SAJ

  SERVICE d'AIDE A LA JEUNESSE (SAJ)
 
  Pouvoir subsidiant : Ministère de la communauté française
  Adresse : avenue de la victoire, 64 à 6840 Neufchâteau
  Téléphone : 061/410.380
  Fax : 061/27.96.94
  Mail : saj.neufchateau@cfwb.be
   

Permanences : Du lundi au vendredi de 9h à 16h30

Personnes de contact :

- Niveau administratif : le secrétariat.
- Niveau social : permanences de déléguées.

Bénéficiaires :

Les jeunes de 0 à 18 ans et/ou leurs parents entre autres pour les problèmes suivants :

- maltraitance physique, psychologique ou sexuelle

- négligences graves

- conflits conjugaux avec incidence sur les enfants

- conflits parents/enfants

Conditions d'admission :

Le SAJ intervient à la demande du jeune ou de sa famille. Il peut aussi intervenir parce que des inquiétudes lui ont été transmises par une personne extérieure à la famille, par un service (CPAS, ONE, ...), par une école ou par le parquet.

L'aide proposée est une aide volontaire, c'est-à-dire que rien ne pourra être décidé sans en avoir aprlé avec les personnes intéressées et surtout sans leur accord final. C'est un des principes du décret de l'aide à la jeunesse.

Si le conseiller estime que l'enfant est en danger grave et que les parents (ou tuteurs) refusent l'aide proposée, il transmet la situation au parquet en demandant la saisine du tribunal de la jeunesse. Le parquet examine si une aide contrainte est nécessaire. C'est le SPJ (service de protection judiciaire) qui met en oeuvre les mesures d'aide contrainte décidées par le juge de la jeunesse.

Procédure d'accueil:

Lors du premier contact (entretien ou contact téléphonique), une déléguée reçoit la demande qui sera examinée en équipe.

Une déléguée sera chargée des investigations qu'elle réalisera en rencontrant des membres de la famille et en contactant le réseau social.

Un bilan psychologique peut éventuellement être demandé à des spécialistes (psychologue, pédopsychiatres, ...).

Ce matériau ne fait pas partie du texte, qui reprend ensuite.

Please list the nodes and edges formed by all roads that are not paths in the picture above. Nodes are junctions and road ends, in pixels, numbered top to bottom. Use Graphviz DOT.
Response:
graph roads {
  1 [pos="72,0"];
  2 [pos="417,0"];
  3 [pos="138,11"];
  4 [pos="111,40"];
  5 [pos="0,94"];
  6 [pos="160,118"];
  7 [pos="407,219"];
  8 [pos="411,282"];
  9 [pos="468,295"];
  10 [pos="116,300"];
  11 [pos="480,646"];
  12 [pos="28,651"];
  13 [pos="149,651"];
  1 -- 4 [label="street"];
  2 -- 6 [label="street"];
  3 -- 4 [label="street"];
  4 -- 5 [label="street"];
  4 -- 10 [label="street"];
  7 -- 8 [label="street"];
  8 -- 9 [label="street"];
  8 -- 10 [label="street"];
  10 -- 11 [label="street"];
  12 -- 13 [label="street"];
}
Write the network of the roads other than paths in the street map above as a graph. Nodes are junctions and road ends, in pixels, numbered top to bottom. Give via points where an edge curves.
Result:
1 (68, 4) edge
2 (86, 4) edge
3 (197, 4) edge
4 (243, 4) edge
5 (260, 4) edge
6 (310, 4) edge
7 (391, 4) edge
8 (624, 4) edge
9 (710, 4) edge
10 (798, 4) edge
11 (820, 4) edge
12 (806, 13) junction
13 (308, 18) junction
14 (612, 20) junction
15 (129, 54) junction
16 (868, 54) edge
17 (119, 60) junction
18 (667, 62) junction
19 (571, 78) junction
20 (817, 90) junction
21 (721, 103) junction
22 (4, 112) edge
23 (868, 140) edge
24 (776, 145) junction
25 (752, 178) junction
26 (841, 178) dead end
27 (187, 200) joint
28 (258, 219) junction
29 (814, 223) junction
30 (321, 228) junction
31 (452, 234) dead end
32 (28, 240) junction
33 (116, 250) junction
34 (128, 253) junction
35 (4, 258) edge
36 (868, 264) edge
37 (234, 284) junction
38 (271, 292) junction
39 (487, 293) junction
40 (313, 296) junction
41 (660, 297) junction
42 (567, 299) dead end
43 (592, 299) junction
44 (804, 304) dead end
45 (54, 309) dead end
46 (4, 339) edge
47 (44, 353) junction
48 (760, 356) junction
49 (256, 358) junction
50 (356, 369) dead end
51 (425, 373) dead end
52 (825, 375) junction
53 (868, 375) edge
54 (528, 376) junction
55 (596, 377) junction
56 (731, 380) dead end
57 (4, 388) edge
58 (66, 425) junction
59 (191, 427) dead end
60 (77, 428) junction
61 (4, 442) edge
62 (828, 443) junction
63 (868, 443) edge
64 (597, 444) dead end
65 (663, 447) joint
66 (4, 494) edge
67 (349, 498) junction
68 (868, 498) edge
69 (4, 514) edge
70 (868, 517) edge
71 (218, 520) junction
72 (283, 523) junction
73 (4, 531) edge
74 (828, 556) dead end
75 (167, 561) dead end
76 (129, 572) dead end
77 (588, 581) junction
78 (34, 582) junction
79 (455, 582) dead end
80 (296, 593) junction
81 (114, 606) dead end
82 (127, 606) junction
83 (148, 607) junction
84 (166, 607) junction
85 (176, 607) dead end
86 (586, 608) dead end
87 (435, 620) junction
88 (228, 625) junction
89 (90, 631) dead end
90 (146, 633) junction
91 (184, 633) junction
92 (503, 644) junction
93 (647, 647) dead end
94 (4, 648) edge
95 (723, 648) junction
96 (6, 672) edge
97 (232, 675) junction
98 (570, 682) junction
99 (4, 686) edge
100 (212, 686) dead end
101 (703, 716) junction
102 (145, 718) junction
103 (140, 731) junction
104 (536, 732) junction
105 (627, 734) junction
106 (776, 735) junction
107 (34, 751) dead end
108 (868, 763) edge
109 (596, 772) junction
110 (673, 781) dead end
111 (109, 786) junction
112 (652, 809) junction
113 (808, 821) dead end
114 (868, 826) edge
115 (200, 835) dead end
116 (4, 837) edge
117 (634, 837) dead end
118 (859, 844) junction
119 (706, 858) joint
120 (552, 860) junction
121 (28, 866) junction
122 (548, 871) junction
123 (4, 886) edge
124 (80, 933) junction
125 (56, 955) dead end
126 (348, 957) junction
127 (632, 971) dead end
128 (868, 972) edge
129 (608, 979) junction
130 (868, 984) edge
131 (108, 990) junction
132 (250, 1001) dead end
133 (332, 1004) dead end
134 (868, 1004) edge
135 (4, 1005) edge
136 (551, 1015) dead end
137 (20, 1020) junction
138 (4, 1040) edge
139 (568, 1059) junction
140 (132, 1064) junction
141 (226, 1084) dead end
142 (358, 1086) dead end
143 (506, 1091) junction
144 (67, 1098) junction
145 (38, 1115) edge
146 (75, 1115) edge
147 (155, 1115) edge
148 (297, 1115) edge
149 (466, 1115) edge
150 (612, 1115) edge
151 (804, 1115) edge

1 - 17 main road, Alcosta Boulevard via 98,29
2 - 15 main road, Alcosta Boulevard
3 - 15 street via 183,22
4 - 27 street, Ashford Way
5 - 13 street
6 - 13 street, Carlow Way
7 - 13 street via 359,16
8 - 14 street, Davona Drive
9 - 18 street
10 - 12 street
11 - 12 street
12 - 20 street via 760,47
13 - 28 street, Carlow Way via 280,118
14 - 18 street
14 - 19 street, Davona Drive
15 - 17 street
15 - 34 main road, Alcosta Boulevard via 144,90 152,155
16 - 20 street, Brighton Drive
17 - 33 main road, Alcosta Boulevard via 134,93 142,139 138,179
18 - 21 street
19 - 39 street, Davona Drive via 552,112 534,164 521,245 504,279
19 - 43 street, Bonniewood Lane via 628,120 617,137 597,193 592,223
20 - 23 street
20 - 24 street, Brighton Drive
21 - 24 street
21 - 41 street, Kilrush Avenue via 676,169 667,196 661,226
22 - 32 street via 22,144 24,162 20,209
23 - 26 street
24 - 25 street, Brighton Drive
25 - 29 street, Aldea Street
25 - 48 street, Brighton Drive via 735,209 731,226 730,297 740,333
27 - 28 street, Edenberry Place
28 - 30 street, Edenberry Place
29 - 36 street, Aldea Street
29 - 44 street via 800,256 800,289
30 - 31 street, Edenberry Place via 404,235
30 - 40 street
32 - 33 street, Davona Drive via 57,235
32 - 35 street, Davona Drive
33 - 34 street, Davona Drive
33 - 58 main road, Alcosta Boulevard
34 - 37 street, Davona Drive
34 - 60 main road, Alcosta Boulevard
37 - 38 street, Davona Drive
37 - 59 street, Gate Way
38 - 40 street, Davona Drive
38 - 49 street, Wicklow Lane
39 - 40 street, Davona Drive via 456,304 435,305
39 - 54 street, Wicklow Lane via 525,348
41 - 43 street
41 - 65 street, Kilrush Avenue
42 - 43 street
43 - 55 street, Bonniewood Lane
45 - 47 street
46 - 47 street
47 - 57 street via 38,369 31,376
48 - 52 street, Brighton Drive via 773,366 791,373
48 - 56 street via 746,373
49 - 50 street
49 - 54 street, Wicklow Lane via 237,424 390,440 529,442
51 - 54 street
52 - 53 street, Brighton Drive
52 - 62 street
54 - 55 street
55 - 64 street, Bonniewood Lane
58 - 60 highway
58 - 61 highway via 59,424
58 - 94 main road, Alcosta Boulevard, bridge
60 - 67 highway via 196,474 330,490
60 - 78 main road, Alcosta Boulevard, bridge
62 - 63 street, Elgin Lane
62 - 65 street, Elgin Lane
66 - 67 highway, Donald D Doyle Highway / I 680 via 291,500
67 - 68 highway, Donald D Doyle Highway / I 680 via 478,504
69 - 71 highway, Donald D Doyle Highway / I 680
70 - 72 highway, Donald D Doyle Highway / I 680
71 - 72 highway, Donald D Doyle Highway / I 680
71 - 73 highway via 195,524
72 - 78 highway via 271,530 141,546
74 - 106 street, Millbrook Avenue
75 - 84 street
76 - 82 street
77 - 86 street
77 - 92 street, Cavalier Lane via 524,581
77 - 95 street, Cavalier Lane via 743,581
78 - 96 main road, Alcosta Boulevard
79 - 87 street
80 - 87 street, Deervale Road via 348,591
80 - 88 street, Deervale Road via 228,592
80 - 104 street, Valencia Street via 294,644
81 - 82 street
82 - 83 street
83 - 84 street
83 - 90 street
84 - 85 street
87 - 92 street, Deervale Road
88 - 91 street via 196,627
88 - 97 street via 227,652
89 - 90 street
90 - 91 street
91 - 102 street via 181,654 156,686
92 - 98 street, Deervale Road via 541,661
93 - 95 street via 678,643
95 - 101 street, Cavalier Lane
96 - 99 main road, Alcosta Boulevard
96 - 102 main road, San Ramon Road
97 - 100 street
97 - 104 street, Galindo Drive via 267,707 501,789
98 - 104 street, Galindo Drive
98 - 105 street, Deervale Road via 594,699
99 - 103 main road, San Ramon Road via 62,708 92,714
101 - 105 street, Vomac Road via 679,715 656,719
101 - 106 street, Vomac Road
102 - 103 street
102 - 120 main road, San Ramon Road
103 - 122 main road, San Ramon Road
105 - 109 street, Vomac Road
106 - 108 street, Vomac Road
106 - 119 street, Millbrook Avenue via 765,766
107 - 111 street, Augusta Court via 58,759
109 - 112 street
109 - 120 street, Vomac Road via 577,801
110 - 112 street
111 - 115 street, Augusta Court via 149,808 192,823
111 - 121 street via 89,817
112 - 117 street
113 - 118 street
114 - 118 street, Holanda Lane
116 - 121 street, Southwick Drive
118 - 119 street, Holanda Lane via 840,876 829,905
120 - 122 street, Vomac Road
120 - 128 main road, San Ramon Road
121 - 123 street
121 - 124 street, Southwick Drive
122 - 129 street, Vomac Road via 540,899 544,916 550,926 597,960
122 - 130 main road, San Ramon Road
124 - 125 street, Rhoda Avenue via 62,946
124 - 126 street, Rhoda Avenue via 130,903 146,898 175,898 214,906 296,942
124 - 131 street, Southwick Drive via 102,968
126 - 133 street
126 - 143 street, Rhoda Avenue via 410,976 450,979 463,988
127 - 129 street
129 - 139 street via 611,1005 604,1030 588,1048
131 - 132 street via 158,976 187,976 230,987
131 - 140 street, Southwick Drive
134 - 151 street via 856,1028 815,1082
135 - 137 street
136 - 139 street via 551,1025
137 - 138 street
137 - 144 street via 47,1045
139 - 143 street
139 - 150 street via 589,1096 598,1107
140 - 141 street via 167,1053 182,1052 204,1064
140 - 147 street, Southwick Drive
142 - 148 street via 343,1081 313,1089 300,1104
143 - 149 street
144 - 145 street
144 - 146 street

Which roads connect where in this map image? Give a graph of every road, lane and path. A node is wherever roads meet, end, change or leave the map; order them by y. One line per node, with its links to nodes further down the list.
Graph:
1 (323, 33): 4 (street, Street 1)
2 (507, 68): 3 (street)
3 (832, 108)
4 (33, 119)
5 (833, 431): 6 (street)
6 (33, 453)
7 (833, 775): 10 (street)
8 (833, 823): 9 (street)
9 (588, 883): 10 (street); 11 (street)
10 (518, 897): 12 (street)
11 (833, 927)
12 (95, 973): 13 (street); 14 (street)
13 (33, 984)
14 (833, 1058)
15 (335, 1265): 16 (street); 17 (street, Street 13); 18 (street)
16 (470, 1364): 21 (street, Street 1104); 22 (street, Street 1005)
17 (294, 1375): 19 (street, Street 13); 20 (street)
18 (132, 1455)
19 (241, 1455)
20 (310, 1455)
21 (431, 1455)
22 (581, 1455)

Durée de prise en charge :

- jusque 18 ans si nécessaire

- prolongation possible jusque 20 ans si le jeune en a fait la demande au minimum un mois avant sa majorité

Participation financière

- Si l'aide mise en place engendre des frais pour la Communauté française, il existe un barème (selon les revenus) stipulant le montant journalier à demander aux responsables du jeune.
- En cas de placement en institution, les 2/3 des allocations familiales sont retenus d'office par la Communauté française.
- En cas de placement en famille d'accueil, l'entièreté des allocations familiales est retenue. Cependant, les parents perçoivent une allocation forfaitaire mensuelle .

Types de pratique :

- Après la phase d'investigation, des solutions possibles sont envisagées avec les parents et leur(s) enfant(s) en favorisant la prévention et le maintien du jeune dans son milieu familial dans la mesure du possible. Ces conclusions et ces propositions sont transmis(es) au Conseiller.

- Les intéressés sont invités à un entretien chez le Conseiller. celui-ci prend une décision au vu des éléments et des informations complémentaires reçues lors de la discussion avec les intéressés. Il conclut un accord écrit (programme d'aide) avec les parents et les jeunes. Il doit être signé par le jeune de + de 14 ans.

ce programme peut être revu à tous moments à la demande des intéressés et doit l'être au moins une fois par an. Malgré cette possibilité, toute contestation relative à l'aide mise en oeuvre peut être portée par le jeune (de plus de 14 ans) ou par la famille devant le tribunal de la jeunesse.

Collaborations : Avec les services éventuellement mandatés (COE, service de placement familial, institutions, ...) et autres non mandatés (Centres de santé mentale ou planning familiaux, ONE, AWIPH, AMO, etc...)

Prévention :

Une section de prévention générale est active au sein du SAJ. Elle établit des actions de prévention en lien avec les besoins identifiés par la section sociale. Elle participe aux coordinations, concertations ou réunions qui peuvent l'éclairer quant aux problématiques des jeunes et familles de l'arrondissement.